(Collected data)
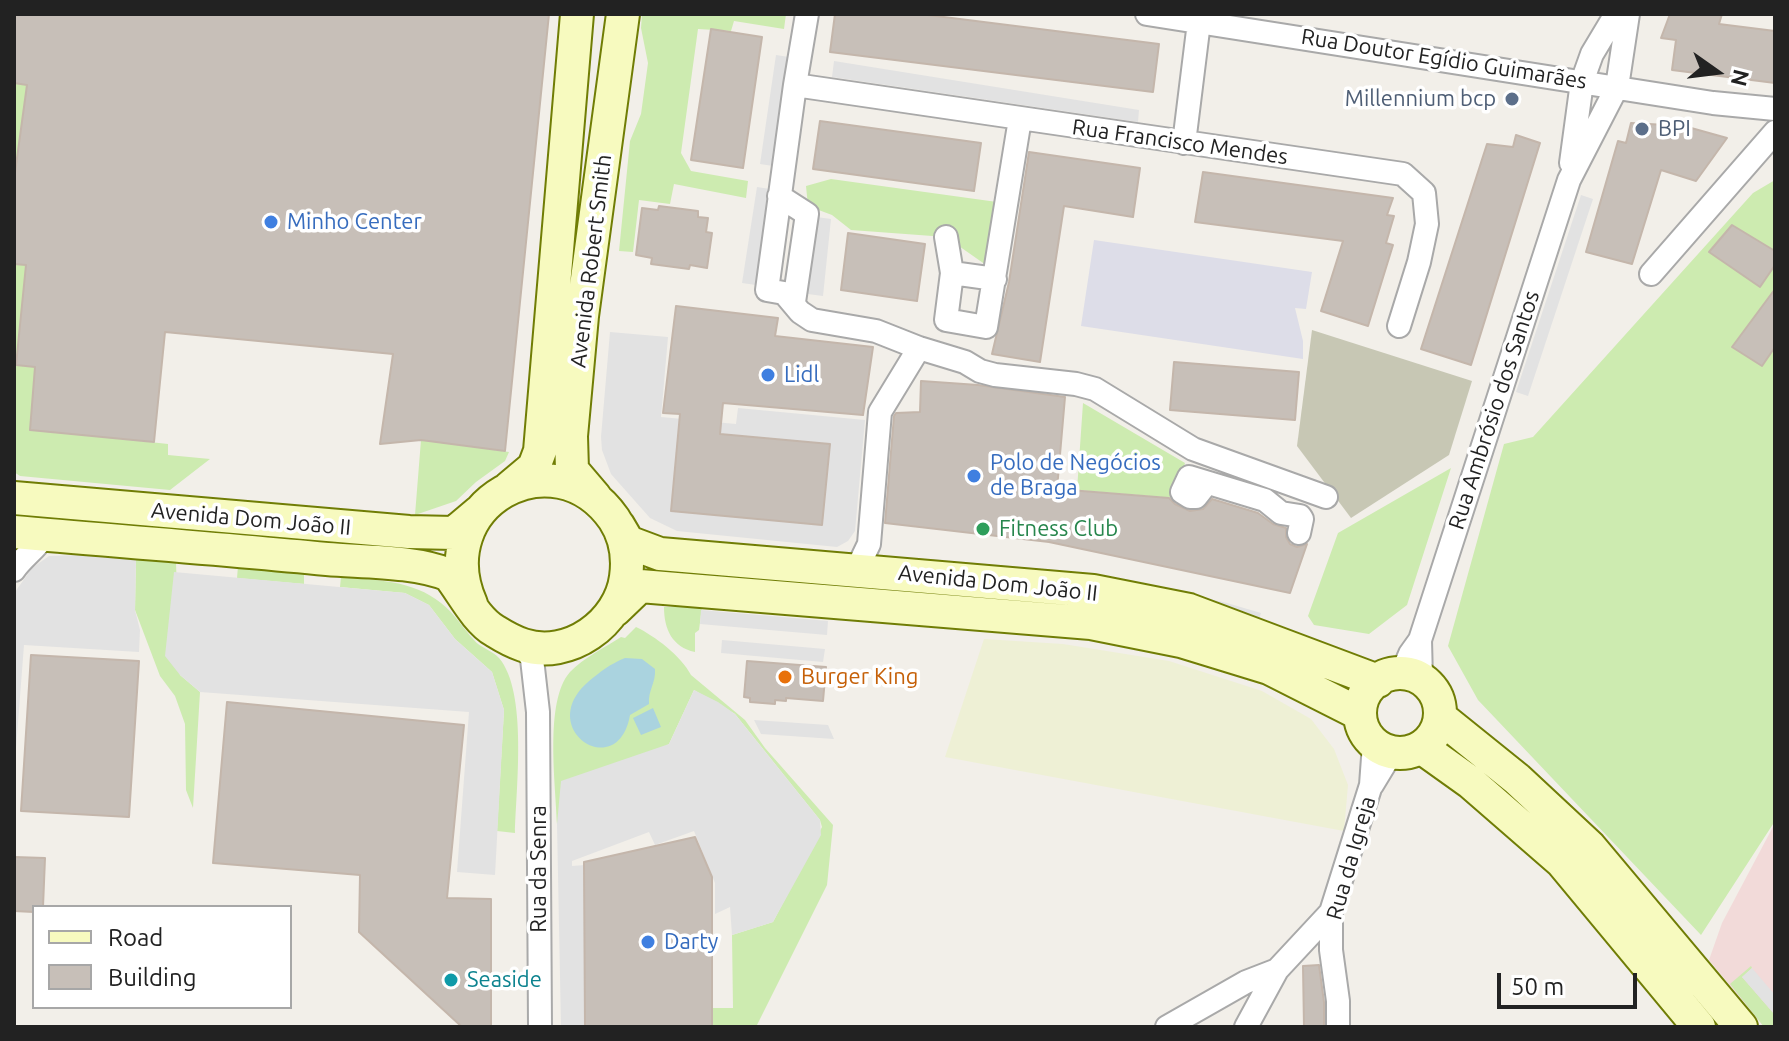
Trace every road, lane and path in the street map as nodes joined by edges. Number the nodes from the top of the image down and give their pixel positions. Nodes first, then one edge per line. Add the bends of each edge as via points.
1 (577, 14) edge
2 (623, 14) edge
3 (807, 14) edge
4 (1147, 14) edge
5 (1616, 14) edge
6 (1628, 14) edge
7 (1200, 17) edge
8 (1599, 84) junction
9 (795, 85) junction
10 (1775, 109) edge
11 (1020, 119) junction
12 (1775, 132) edge
13 (1184, 143) junction
14 (1569, 180) junction
15 (946, 237) dead end
16 (952, 273) junction
17 (1651, 274) dead end
18 (995, 279) junction
19 (1399, 326) dead end
20 (919, 348) junction
21 (1207, 483) dead end
22 (507, 490) junction
23 (1326, 497) dead end
24 (14, 498) edge
25 (481, 510) junction
26 (607, 512) junction
27 (29, 533) edge
28 (1299, 533) dead end
29 (868, 562) junction
30 (14, 570) edge
31 (471, 604) junction
32 (610, 615) junction
33 (586, 636) junction
34 (523, 645) junction
35 (1400, 678) junction
36 (538, 712) junction
37 (1360, 714) junction
38 (1440, 717) junction
39 (1396, 748) junction
40 (1331, 912) junction
41 (1277, 970) junction
42 (540, 1027) edge
43 (1167, 1027) edge
44 (1246, 1027) edge
45 (1338, 1027) edge
46 (1699, 1027) edge
47 (1741, 1027) edge

1 - 22 main road, Avenida Robert Smith via 540,451 534,467
2 - 26 main road, Avenida Robert Smith via 571,436 572,470
3 - 9 street
4 - 7 street, Rua Doutor Egídio Guimarães
5 - 8 street via 1592,54
6 - 8 street
7 - 8 street, Rua Doutor Egídio Guimarães
7 - 13 street
8 - 10 street, Rua Doutor Egídio Guimarães
8 - 14 street
8 - 14 street
9 - 11 street, Rua Francisco Mendes
9 - 20 street via 779,196 807,214 794,302 812,320 876,331
11 - 13 street, Rua Francisco Mendes
11 - 18 street
12 - 17 street
13 - 19 street, Rua Francisco Mendes via 1403,174 1424,193 1427,224
14 - 35 street, Rua Ambrósio dos Santos via 1420,640
15 - 16 street
16 - 18 street
16 - 18 street via 946,320 986,327
20 - 23 street via 995,375 1095,389 1193,449
20 - 29 street via 880,412
21 - 28 street via 1300,516
22 - 25 main road
22 - 26 main road via 551,481 582,490
24 - 25 main road, Avenida Dom João II via 434,533 454,533
25 - 31 main road via 461,556
26 - 29 main road, Avenida Dom João II via 628,542 660,554
26 - 32 main road via 623,538 627,566 625,586
27 - 30 street via 36,549
27 - 31 main road, Avenida Dom João II via 411,567 449,575
29 - 35 main road, Avenida Dom João II via 1093,591 1189,610
31 - 34 main road via 493,630
32 - 33 main road
32 - 37 main road, Avenida Dom João II via 640,586 1091,623 1181,641 1269,668
33 - 34 main road via 556,647
33 - 36 street, Rua da Senra via 550,655
34 - 36 street, Rua da Senra via 532,659
35 - 37 main road via 1364,697
35 - 38 main road via 1436,695
36 - 42 street, Rua da Senra
37 - 39 main road via 1363,728
38 - 39 main road via 1431,739
38 - 47 main road via 1590,847
39 - 40 street, Rua da Igreja via 1371,768 1371,785
39 - 46 main road via 1481,791 1562,862
40 - 41 street
40 - 45 street, Rua da Igreja
41 - 43 street
41 - 44 street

Problem description
Would you return the records exactly, keeping out every picture?

Written solution
Trace every road, lane and path in the street map as nodes joined by edges. Number the nodes from the top of the image down and give their pixel positions. Nodes first, then one edge per line. Add the bends of each edge as via points.
1 (577, 14) edge
2 (623, 14) edge
3 (807, 14) edge
4 (1147, 14) edge
5 (1616, 14) edge
6 (1628, 14) edge
7 (1200, 17) edge
8 (1599, 84) junction
9 (795, 85) junction
10 (1775, 109) edge
11 (1020, 119) junction
12 (1775, 132) edge
13 (1184, 143) junction
14 (1569, 180) junction
15 (946, 237) dead end
16 (952, 273) junction
17 (1651, 274) dead end
18 (995, 279) junction
19 (1399, 326) dead end
20 (919, 348) junction
21 (1207, 483) dead end
22 (507, 490) junction
23 (1326, 497) dead end
24 (14, 498) edge
25 (481, 510) junction
26 (607, 512) junction
27 (29, 533) edge
28 (1299, 533) dead end
29 (868, 562) junction
30 (14, 570) edge
31 (471, 604) junction
32 (610, 615) junction
33 (586, 636) junction
34 (523, 645) junction
35 (1400, 678) junction
36 (538, 712) junction
37 (1360, 714) junction
38 (1440, 717) junction
39 (1396, 748) junction
40 (1331, 912) junction
41 (1277, 970) junction
42 (540, 1027) edge
43 (1167, 1027) edge
44 (1246, 1027) edge
45 (1338, 1027) edge
46 (1699, 1027) edge
47 (1741, 1027) edge

1 - 22 main road, Avenida Robert Smith via 540,451 534,467
2 - 26 main road, Avenida Robert Smith via 571,436 572,470
3 - 9 street
4 - 7 street, Rua Doutor Egídio Guimarães
5 - 8 street via 1592,54
6 - 8 street
7 - 8 street, Rua Doutor Egídio Guimarães
7 - 13 street
8 - 10 street, Rua Doutor Egídio Guimarães
8 - 14 street
8 - 14 street
9 - 11 street, Rua Francisco Mendes
9 - 20 street via 779,196 807,214 794,302 812,320 876,331
11 - 13 street, Rua Francisco Mendes
11 - 18 street
12 - 17 street
13 - 19 street, Rua Francisco Mendes via 1403,174 1424,193 1427,224
14 - 35 street, Rua Ambrósio dos Santos via 1420,640
15 - 16 street
16 - 18 street
16 - 18 street via 946,320 986,327
20 - 23 street via 995,375 1095,389 1193,449
20 - 29 street via 880,412
21 - 28 street via 1300,516
22 - 25 main road
22 - 26 main road via 551,481 582,490
24 - 25 main road, Avenida Dom João II via 434,533 454,533
25 - 31 main road via 461,556
26 - 29 main road, Avenida Dom João II via 628,542 660,554
26 - 32 main road via 623,538 627,566 625,586
27 - 30 street via 36,549
27 - 31 main road, Avenida Dom João II via 411,567 449,575
29 - 35 main road, Avenida Dom João II via 1093,591 1189,610
31 - 34 main road via 493,630
32 - 33 main road
32 - 37 main road, Avenida Dom João II via 640,586 1091,623 1181,641 1269,668
33 - 34 main road via 556,647
33 - 36 street, Rua da Senra via 550,655
34 - 36 street, Rua da Senra via 532,659
35 - 37 main road via 1364,697
35 - 38 main road via 1436,695
36 - 42 street, Rua da Senra
37 - 39 main road via 1363,728
38 - 39 main road via 1431,739
38 - 47 main road via 1590,847
39 - 40 street, Rua da Igreja via 1371,768 1371,785
39 - 46 main road via 1481,791 1562,862
40 - 41 street
40 - 45 street, Rua da Igreja
41 - 43 street
41 - 44 street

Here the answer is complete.